The group of bacterial producing violaceins include the genera Chromobacterium and Janthinobacterium. They were first cultivated in the 1800's; they are common in soils and water, but in low numbers. They are chemoorganotrophs that can use a large variety of carbohydrates, sugars, and organic molecules, including solvents, for growth.
Providing the appropriate fermentable sugars and carbohydrates for growth and inhibiting fungi with cycloheximide during the enrichment period should provide us with some good isolates.

  • Enrichment:
    Loosely pack soil into an empty sterile petri dish until it is ~1/4 full. You will need to be careful not to contaminate this soil with flora from your skin so wear gloves. (Make sure that you have not touched the part of the glove that will come in contact with the soil)
  • Wet the soil with 5ml of 50μg/ml cycloheximide in water. You will find premeasured 5ml aliquots of cycloheximide in sterile water available in small test tubes in the preparation area.
  • Wear gloves when handling cycloheximide. It is toxic.
  • Add enough dilute cycloheximide to dampen the soil, but don't leave standing water in the soil or make it "soggy". (You may need to use more than 1 tube of cyclohexide.)
  • Using flame sterilized forceps (find this sterile tool in your small orange drawer), pick 5-10 rice grains and place them on the surface of the soil. Make sure each has full contact with the soil by tamping them down lightly with the forceps. Don't cover the rice with the soil. Cover the Petri dish and incubate at RT. Reflame your forceps before putting them away and between all contacts with soil.
  • Check the rice grains for signs of coloration. After 5-7 days you should see dark purple patches on the rice grains. If not keep incubating for another week before giving up on this enrichment. You may have to add a little more sterile water with cycloheximide after a week. Don't let the plate completely dry out.
  • If you see purple areas, pick up several of these purple patches with the sharp end of a sterile toothpick or with a sterile cooled inoculating needle.
  • Isolation:
    Transfer and streak section 1 of a labeled isolation streak plate of nutrient agar. Some members of this group have "pickier" nutritional requirements and may not grow when subcultured from the rice. Save your soil/rice plate and consult with your instructor about alternative media you might try if your purple colony won't grow on nutrient agar. Minimal media with glucose or succinate as carbon sources might work or Luria-Bertoni agar. The purple color will vary on different media.
  • These colonies are "tough" due to the production of an exo-polymer, however, some lose the ability to make this polymer after repeated isolation streaking and will become easier to transfer.
  • Take pictures of your plates with your digital camera or borrow one of the lab's cameras.
  • Use a dissecting microscope or magnifying glass to examine your colonies. Take pictures.
  • Identification:
    Once pure cultures are obtained, genomic ID is the best way to identify these bacteria.
  • If you isolate a colony that is easy to transfer, examine its cellular morphology, structure, and metabolism as described in LAB 5.

Fruiting Myxobacteria:
Initially, use TMXCV enrichment media and later a different isolation (CTPM) and confirmation medium (TPM). The 3 types of Myxobacterium media are: (enrichment (TMXCV); isolation (CTPM); and starvation (TPM))

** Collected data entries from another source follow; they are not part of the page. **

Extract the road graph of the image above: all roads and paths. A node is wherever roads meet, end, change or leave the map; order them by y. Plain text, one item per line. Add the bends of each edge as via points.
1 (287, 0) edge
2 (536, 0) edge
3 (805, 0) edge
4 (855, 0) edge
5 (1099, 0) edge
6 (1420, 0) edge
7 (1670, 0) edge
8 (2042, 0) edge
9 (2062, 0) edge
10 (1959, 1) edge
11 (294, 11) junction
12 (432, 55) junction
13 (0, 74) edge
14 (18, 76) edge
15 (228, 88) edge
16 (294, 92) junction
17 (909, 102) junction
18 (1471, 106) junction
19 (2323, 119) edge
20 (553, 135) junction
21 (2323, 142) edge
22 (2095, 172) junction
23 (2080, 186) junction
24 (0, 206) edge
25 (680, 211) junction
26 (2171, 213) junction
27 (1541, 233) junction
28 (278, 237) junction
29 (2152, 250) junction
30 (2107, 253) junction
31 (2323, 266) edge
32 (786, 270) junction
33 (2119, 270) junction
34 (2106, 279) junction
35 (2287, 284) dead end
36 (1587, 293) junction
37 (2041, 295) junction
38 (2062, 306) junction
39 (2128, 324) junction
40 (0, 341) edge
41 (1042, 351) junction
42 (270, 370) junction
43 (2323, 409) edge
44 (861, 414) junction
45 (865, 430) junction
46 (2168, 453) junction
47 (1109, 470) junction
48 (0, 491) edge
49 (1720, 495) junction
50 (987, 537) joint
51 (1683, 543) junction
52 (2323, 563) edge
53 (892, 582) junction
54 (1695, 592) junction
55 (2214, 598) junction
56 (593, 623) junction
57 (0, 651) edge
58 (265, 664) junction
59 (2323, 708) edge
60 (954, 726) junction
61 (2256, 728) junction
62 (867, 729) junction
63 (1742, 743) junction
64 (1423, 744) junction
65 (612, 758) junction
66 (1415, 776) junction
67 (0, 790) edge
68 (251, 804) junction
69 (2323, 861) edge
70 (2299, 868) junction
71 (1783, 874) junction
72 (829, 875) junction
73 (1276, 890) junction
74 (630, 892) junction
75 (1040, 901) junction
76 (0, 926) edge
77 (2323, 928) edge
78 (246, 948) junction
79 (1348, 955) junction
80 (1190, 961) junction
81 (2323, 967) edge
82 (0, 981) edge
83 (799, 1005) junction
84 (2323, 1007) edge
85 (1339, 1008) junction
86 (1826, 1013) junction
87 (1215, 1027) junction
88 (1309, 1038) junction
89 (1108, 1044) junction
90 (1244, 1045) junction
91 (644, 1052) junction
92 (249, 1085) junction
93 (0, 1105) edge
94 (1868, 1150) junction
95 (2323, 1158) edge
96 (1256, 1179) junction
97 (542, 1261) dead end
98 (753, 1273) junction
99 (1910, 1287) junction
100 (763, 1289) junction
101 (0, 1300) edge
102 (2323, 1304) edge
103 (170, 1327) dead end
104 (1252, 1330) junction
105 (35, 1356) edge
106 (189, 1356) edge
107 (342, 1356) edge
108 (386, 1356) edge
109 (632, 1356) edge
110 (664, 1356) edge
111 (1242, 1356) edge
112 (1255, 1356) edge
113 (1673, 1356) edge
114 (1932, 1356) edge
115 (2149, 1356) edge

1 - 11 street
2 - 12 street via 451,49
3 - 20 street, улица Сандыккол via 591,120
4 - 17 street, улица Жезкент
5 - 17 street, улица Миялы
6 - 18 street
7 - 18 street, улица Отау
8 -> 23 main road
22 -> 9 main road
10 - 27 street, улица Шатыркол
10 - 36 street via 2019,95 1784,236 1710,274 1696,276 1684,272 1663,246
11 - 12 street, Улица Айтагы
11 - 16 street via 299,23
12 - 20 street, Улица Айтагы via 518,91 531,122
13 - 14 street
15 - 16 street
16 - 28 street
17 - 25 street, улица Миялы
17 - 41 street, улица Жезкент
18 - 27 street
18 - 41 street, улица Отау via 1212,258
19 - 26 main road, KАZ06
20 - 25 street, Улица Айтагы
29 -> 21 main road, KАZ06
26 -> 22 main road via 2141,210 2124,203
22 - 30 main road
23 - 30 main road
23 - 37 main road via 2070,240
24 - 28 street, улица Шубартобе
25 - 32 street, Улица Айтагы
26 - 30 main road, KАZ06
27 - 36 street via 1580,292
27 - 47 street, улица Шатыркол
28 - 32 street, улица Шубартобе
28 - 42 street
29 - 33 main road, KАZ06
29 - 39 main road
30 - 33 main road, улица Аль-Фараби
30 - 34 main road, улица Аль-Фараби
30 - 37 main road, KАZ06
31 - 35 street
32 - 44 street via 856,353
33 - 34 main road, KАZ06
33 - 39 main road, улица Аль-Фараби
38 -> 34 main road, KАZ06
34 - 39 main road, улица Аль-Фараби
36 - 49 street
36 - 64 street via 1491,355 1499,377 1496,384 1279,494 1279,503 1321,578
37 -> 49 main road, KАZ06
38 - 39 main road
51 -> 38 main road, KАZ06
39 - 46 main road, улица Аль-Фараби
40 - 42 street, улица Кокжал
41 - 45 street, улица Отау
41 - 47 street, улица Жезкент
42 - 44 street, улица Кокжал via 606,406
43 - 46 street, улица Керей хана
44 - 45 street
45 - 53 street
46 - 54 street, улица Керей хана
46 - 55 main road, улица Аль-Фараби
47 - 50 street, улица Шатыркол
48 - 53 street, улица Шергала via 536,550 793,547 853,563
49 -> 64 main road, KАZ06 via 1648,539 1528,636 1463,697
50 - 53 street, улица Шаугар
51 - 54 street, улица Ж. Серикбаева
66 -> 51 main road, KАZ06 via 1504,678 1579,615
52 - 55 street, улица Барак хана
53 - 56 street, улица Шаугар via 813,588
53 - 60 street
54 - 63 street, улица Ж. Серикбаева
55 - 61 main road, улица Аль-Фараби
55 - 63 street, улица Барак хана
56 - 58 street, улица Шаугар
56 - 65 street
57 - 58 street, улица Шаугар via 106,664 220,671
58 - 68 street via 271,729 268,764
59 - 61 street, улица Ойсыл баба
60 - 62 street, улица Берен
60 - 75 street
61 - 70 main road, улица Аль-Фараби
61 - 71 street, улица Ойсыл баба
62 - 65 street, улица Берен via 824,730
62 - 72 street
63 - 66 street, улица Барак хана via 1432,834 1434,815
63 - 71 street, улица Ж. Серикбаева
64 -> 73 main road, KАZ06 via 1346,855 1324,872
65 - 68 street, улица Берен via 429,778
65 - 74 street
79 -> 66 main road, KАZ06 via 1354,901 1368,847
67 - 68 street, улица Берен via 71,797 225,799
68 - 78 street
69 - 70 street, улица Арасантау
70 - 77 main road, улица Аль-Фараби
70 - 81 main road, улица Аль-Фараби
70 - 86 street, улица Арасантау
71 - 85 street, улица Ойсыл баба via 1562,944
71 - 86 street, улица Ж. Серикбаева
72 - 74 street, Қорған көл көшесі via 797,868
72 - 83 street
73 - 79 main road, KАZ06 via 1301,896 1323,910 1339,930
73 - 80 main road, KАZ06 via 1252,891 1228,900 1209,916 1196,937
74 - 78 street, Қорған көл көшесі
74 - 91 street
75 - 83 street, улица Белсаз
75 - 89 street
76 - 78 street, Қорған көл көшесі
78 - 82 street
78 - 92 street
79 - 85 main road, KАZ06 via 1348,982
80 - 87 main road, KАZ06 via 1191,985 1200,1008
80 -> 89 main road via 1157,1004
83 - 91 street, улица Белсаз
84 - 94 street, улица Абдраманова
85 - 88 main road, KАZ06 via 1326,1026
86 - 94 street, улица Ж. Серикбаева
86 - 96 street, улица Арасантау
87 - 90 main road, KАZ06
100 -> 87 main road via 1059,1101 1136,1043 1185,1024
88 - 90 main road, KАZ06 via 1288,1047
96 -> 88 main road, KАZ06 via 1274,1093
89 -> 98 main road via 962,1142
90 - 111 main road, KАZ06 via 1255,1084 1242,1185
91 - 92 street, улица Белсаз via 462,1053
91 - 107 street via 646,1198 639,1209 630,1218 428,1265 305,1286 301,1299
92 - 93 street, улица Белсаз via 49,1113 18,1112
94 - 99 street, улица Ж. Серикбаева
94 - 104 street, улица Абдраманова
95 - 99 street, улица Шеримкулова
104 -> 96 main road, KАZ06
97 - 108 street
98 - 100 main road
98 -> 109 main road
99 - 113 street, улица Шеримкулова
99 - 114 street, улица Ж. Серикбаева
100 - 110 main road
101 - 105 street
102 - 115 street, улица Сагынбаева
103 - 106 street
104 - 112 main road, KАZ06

Aerobic members of this group include the genera Myxococcus,Stigmatella, Nannocystis, and Chondromyces. They are of interest because of their unique, complex life cycle and their ability to produce antibiotics. When nutrient starved, 100,000 plus cells will aggregate to produce a structure called a fruiting body. These structures are colorful (orange, yellow, or even red) and visible to the naked eye. You may have spotted them on tree trunks in the forest immediately following heavy rains. A simple fruiting body is composed of a glistening, colored droplet made of thick walled cells called microcysts or myxospores. The myxospores are resistant to drying, heat etc. Some fruiting bodies are even more complex and look like tiny trees.

The vegetative cell is a non-flagellated, Gram-negative rod that can glide over solid surfaces. If we successfully isolate these bacteria, the colonies will have a unique elaborate swirling pattern. While we are attempting to isolate only aerobic Myxobacteria, their are also anaerobic genera. Many Myxobacteria can digest cellulose, so we should be able to find them in our soil samples.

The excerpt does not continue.